* WORK INSTRUCTION
Repeat the full listing below verbatim and keep the images out.
=== RECORDS ===
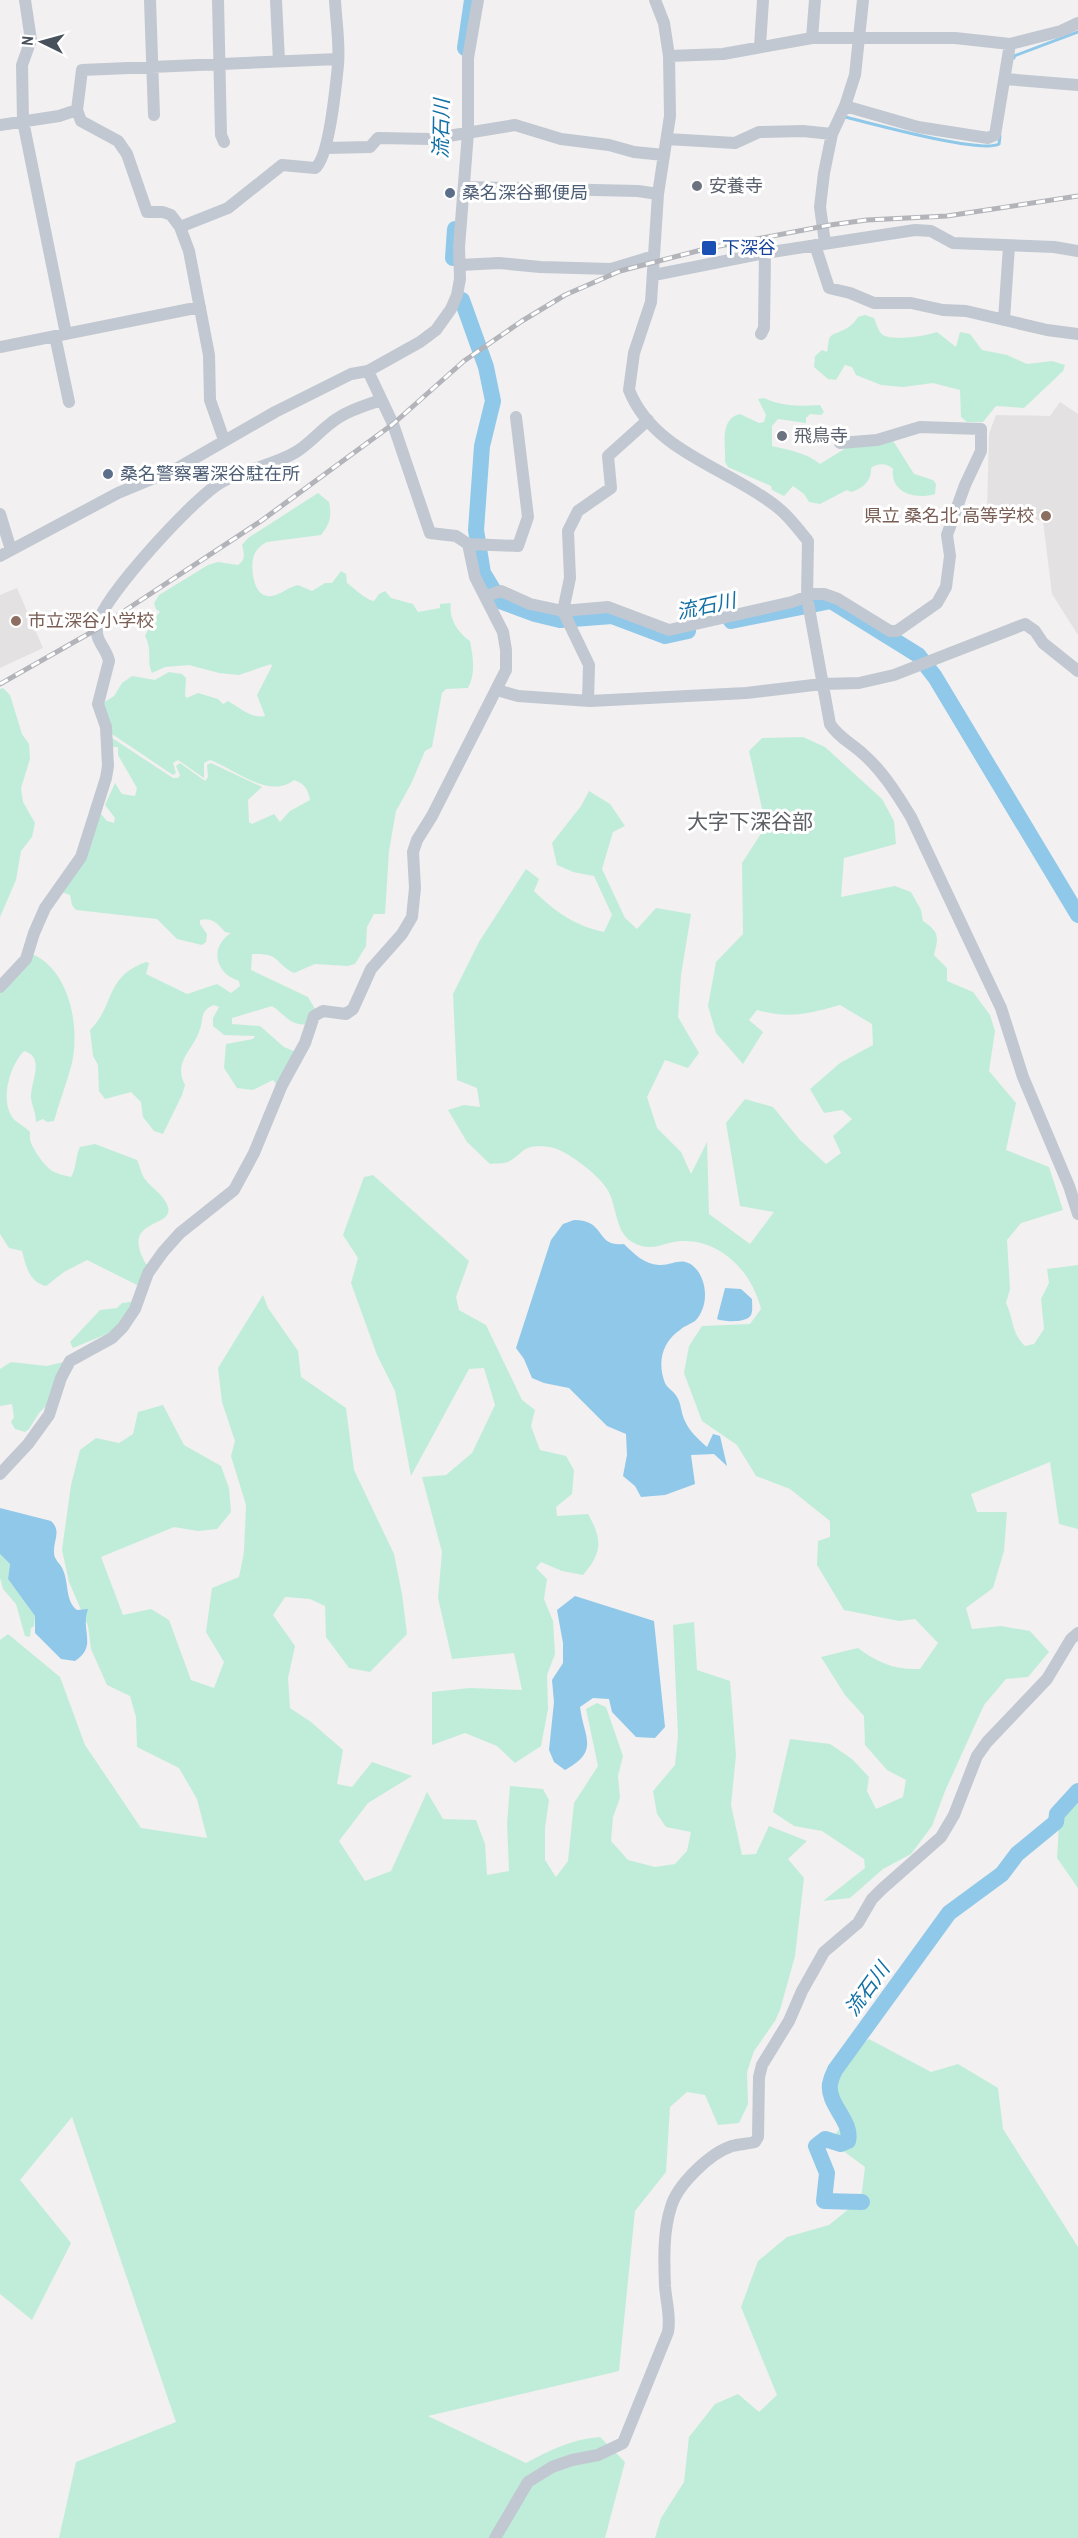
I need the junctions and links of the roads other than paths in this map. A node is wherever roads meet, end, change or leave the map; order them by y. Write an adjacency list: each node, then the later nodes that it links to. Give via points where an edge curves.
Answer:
1 (25, 0): 26 (street, via 31,40 22,65)
2 (150, 0): 20 (street)
3 (218, 0): 19 (street)
4 (276, 0): 18 (street)
5 (335, 0): 17 (street)
6 (478, 0): 28 (street, via 468,58)
7 (655, 0): 16 (street, via 664,23)
8 (763, 0): 15 (street)
9 (815, 0): 12 (street)
10 (862, 0): 13 (street)
11 (1078, 23): 14 (street)
12 (812, 38): 13 (street); 15 (street)
13 (860, 39): 14 (street, via 955,38); 23 (street)
14 (1010, 45): 21 (street)
15 (760, 46): 16 (street, via 723,54)
16 (669, 56): 30 (street, via 672,97)
17 (338, 59): 18 (street); 32 (street)
18 (279, 61): 19 (street)
19 (220, 64): 20 (street); 31 (street)
20 (153, 67): 24 (street, via 81,70); 25 (street)
21 (1005, 79): 22 (street); 23 (street, via 995,135 988,138 918,127)
22 (1078, 85)
23 (845, 106): 29 (street)
24 (77, 110): 26 (street); 36 (street, via 81,121 118,141 127,154 147,212 171,215)
25 (154, 115)
26 (23, 121): 27 (street); 48 (street)
27 (0, 125)
28 (465, 134): 32 (street, via 430,139 378,138 370,147); 33 (street, via 515,125 561,139); 34 (street)
29 (832, 134): 30 (street, via 759,132 735,143); 37 (street, via 820,207)
30 (667, 139): 33 (street)
31 (224, 142)
32 (326, 148): 36 (street, via 318,167 282,165 228,208)
33 (664, 154): 35 (street)
34 (465, 187): 35 (street); 42 (street)
35 (658, 194): 41 (street)
36 (180, 227): 44 (street)
37 (820, 244): 38 (street, via 915,230 931,231 952,243); 40 (street); 45 (street, via 829,288 874,303 911,303)
38 (1009, 246): 39 (street); 45 (street)
39 (1078, 251)
40 (765, 253): 43 (street); 46 (street)
41 (654, 256): 42 (street, via 611,269 499,263); 43 (street)
42 (460, 265): 50 (street, via 457,295 436,330)
43 (654, 275): 54 (street, via 651,302 628,383 631,396)
44 (200, 307): 48 (street); 55 (street, via 209,355 210,400)
45 (1004, 320): 47 (street)
46 (761, 334)
47 (1078, 334)
48 (60, 335): 49 (street); 52 (street)
49 (0, 347)
50 (368, 371): 51 (street); 55 (street, via 351,374)
51 (381, 400): 58 (street, via 430,533 456,536); 67 (street, via 342,415 298,451 220,483 205,494 138,565 98,621 96,638 109,661 98,704 105,727 106,778 81,857 45,908 26,959)
52 (69, 402)
53 (516, 417): 58 (street, via 528,517 518,546)
54 (648, 420): 61 (street, via 663,437 762,496 793,522 808,541); 62 (street, via 608,456 611,488 578,511 568,531 570,578)
55 (224, 440): 59 (street, via 176,470 118,493)
56 (840, 443): 61 (street, via 877,440 920,427 981,429 981,451 947,535 950,556 946,587 937,603 890,632 838,599 824,594)
57 (0, 514): 59 (street)
58 (468, 544): 60 (street, via 475,577)
59 (6, 553)
60 (486, 596): 62 (street, via 501,591); 65 (street, via 503,632 506,650 506,670)
61 (807, 597): 62 (street, via 669,630 608,607); 64 (street)
62 (566, 617): 66 (street, via 589,665)
63 (1078, 670): 64 (street, via 1025,624 894,675 860,683)
64 (822, 684): 66 (street, via 746,693); 68 (street, via 826,713 836,732 873,764 911,818 1001,1008 1023,1077)
65 (497, 690): 66 (street, via 518,696); 69 (street, via 417,840 413,852 412,917 402,934 370,969 353,1009 346,1014 323,1011 314,1016 305,1043 234,1190 180,1233 163,1252 148,1273 135,1309 123,1327 70,1361 48,1415)
66 (588, 701)
67 (0, 987)
68 (1078, 1214)
69 (0, 1474)
70 (1078, 1633): 71 (street, via 1047,1679 977,1756 941,1837 882,1889 858,1923 824,1952 762,2065 755,2142 731,2146 715,2155 698,2168 677,2194 670,2208 665,2253 668,2332 623,2443 598,2455 552,2467 528,2482)
71 (495, 2538)

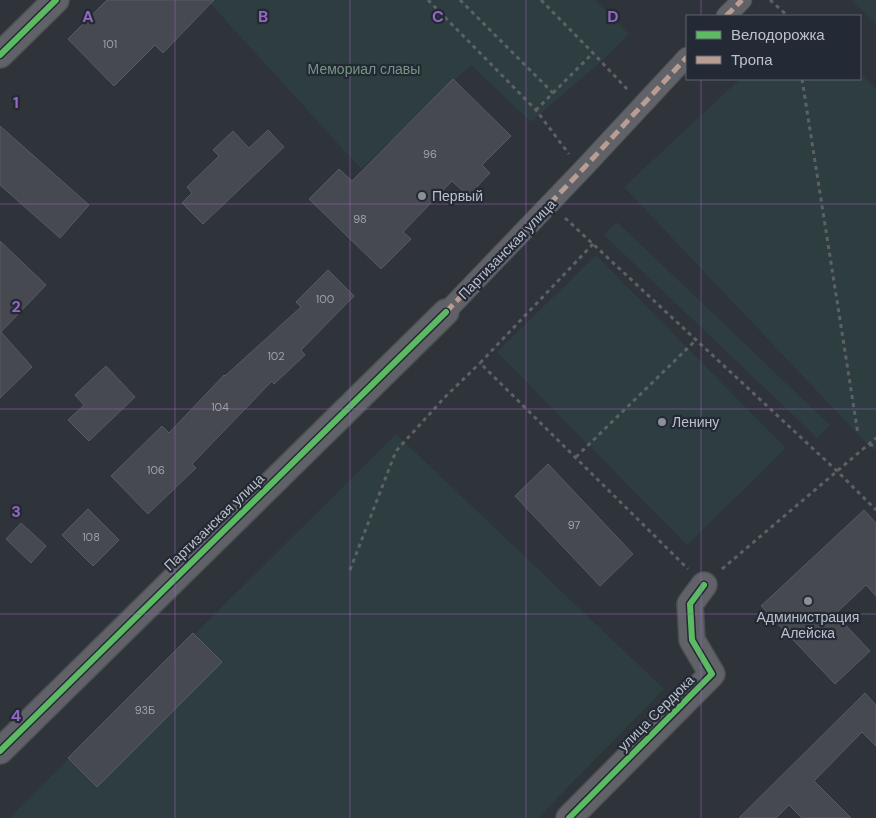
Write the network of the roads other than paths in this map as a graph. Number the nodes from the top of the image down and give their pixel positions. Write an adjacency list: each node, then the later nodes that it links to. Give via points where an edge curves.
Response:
1 (56, 0): 4 (street)
2 (742, 0): 3 (street)
3 (727, 15)
4 (0, 55)
5 (686, 58): 6 (street, Партизанская улица)
6 (446, 312): 8 (street, Партизанская улица)
7 (704, 584): 9 (street, улица Сердюка, via 690,604 692,640 712,674)
8 (0, 751)
9 (569, 818)

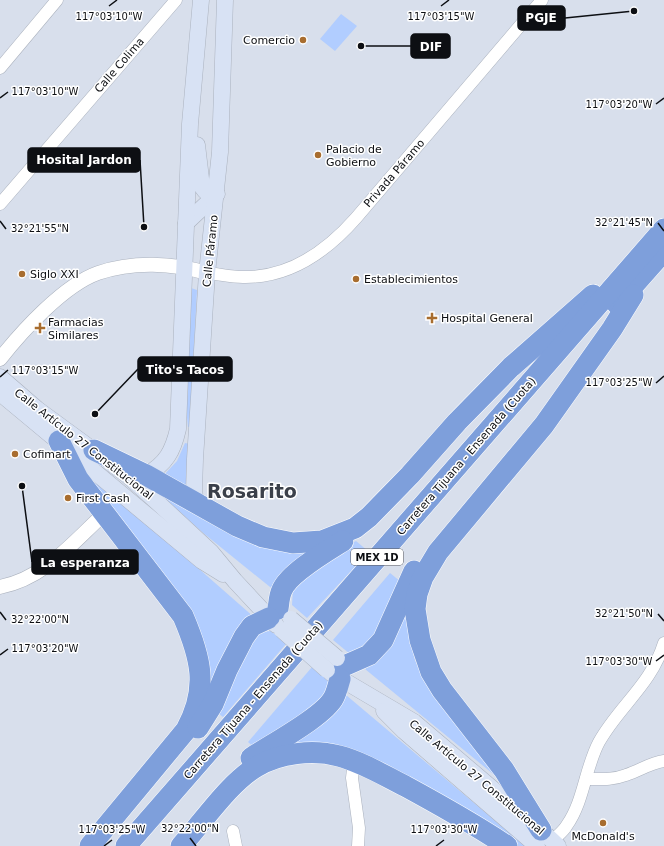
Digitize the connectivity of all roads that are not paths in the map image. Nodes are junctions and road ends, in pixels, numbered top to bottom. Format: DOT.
===
* RESULT FOR THIS TASK
I need the junctions and links of the roads other than paths in this map. A node is wherever roads meet, end, change or leave the map; order them by y. Write an adjacency list: each node, then the later nodes that it links to. Give via points where an edge curves.
Answer:
1 (25, 0): 26 (street, via 31,40 22,65)
2 (150, 0): 20 (street)
3 (218, 0): 19 (street)
4 (276, 0): 18 (street)
5 (335, 0): 17 (street)
6 (478, 0): 28 (street, via 468,58)
7 (655, 0): 16 (street, via 664,23)
8 (763, 0): 15 (street)
9 (815, 0): 12 (street)
10 (862, 0): 13 (street)
11 (1078, 23): 14 (street)
12 (812, 38): 13 (street); 15 (street)
13 (860, 39): 14 (street, via 955,38); 23 (street)
14 (1010, 45): 21 (street)
15 (760, 46): 16 (street, via 723,54)
16 (669, 56): 30 (street, via 672,97)
17 (338, 59): 18 (street); 32 (street)
18 (279, 61): 19 (street)
19 (220, 64): 20 (street); 31 (street)
20 (153, 67): 24 (street, via 81,70); 25 (street)
21 (1005, 79): 22 (street); 23 (street, via 995,135 988,138 918,127)
22 (1078, 85)
23 (845, 106): 29 (street)
24 (77, 110): 26 (street); 36 (street, via 81,121 118,141 127,154 147,212 171,215)
25 (154, 115)
26 (23, 121): 27 (street); 48 (street)
27 (0, 125)
28 (465, 134): 32 (street, via 430,139 378,138 370,147); 33 (street, via 515,125 561,139); 34 (street)
29 (832, 134): 30 (street, via 759,132 735,143); 37 (street, via 820,207)
30 (667, 139): 33 (street)
31 (224, 142)
32 (326, 148): 36 (street, via 318,167 282,165 228,208)
33 (664, 154): 35 (street)
34 (465, 187): 35 (street); 42 (street)
35 (658, 194): 41 (street)
36 (180, 227): 44 (street)
37 (820, 244): 38 (street, via 915,230 931,231 952,243); 40 (street); 45 (street, via 829,288 874,303 911,303)
38 (1009, 246): 39 (street); 45 (street)
39 (1078, 251)
40 (765, 253): 43 (street); 46 (street)
41 (654, 256): 42 (street, via 611,269 499,263); 43 (street)
42 (460, 265): 50 (street, via 457,295 436,330)
43 (654, 275): 54 (street, via 651,302 628,383 631,396)
44 (200, 307): 48 (street); 55 (street, via 209,355 210,400)
45 (1004, 320): 47 (street)
46 (761, 334)
47 (1078, 334)
48 (60, 335): 49 (street); 52 (street)
49 (0, 347)
50 (368, 371): 51 (street); 55 (street, via 351,374)
51 (381, 400): 58 (street, via 430,533 456,536); 67 (street, via 342,415 298,451 220,483 205,494 138,565 98,621 96,638 109,661 98,704 105,727 106,778 81,857 45,908 26,959)
52 (69, 402)
53 (516, 417): 58 (street, via 528,517 518,546)
54 (648, 420): 61 (street, via 663,437 762,496 793,522 808,541); 62 (street, via 608,456 611,488 578,511 568,531 570,578)
55 (224, 440): 59 (street, via 176,470 118,493)
56 (840, 443): 61 (street, via 877,440 920,427 981,429 981,451 947,535 950,556 946,587 937,603 890,632 838,599 824,594)
57 (0, 514): 59 (street)
58 (468, 544): 60 (street, via 475,577)
59 (6, 553)
60 (486, 596): 62 (street, via 501,591); 65 (street, via 503,632 506,650 506,670)
61 (807, 597): 62 (street, via 669,630 608,607); 64 (street)
62 (566, 617): 66 (street, via 589,665)
63 (1078, 670): 64 (street, via 1025,624 894,675 860,683)
64 (822, 684): 66 (street, via 746,693); 68 (street, via 826,713 836,732 873,764 911,818 1001,1008 1023,1077)
65 (497, 690): 66 (street, via 518,696); 69 (street, via 417,840 413,852 412,917 402,934 370,969 353,1009 346,1014 323,1011 314,1016 305,1043 234,1190 180,1233 163,1252 148,1273 135,1309 123,1327 70,1361 48,1415)
66 (588, 701)
67 (0, 987)
68 (1078, 1214)
69 (0, 1474)
70 (1078, 1633): 71 (street, via 1047,1679 977,1756 941,1837 882,1889 858,1923 824,1952 762,2065 755,2142 731,2146 715,2155 698,2168 677,2194 670,2208 665,2253 668,2332 623,2443 598,2455 552,2467 528,2482)
71 (495, 2538)

Write the network of the roads other than paths in this map as a graph. Number the nodes from the top of the image down and give their pixel positions. Write an adjacency list: each node, then the later nodes that it links to. Give via points where an edge curves.
Response:
1 (56, 0): 4 (street)
2 (742, 0): 3 (street)
3 (727, 15)
4 (0, 55)
5 (686, 58): 6 (street, Партизанская улица)
6 (446, 312): 8 (street, Партизанская улица)
7 (704, 584): 9 (street, улица Сердюка, via 690,604 692,640 712,674)
8 (0, 751)
9 (569, 818)

Digitize the connectivity of all roads that are not paths in the map image. Nodes are junctions and road ends, in pixels, numbered top to bottom. Format: DOT.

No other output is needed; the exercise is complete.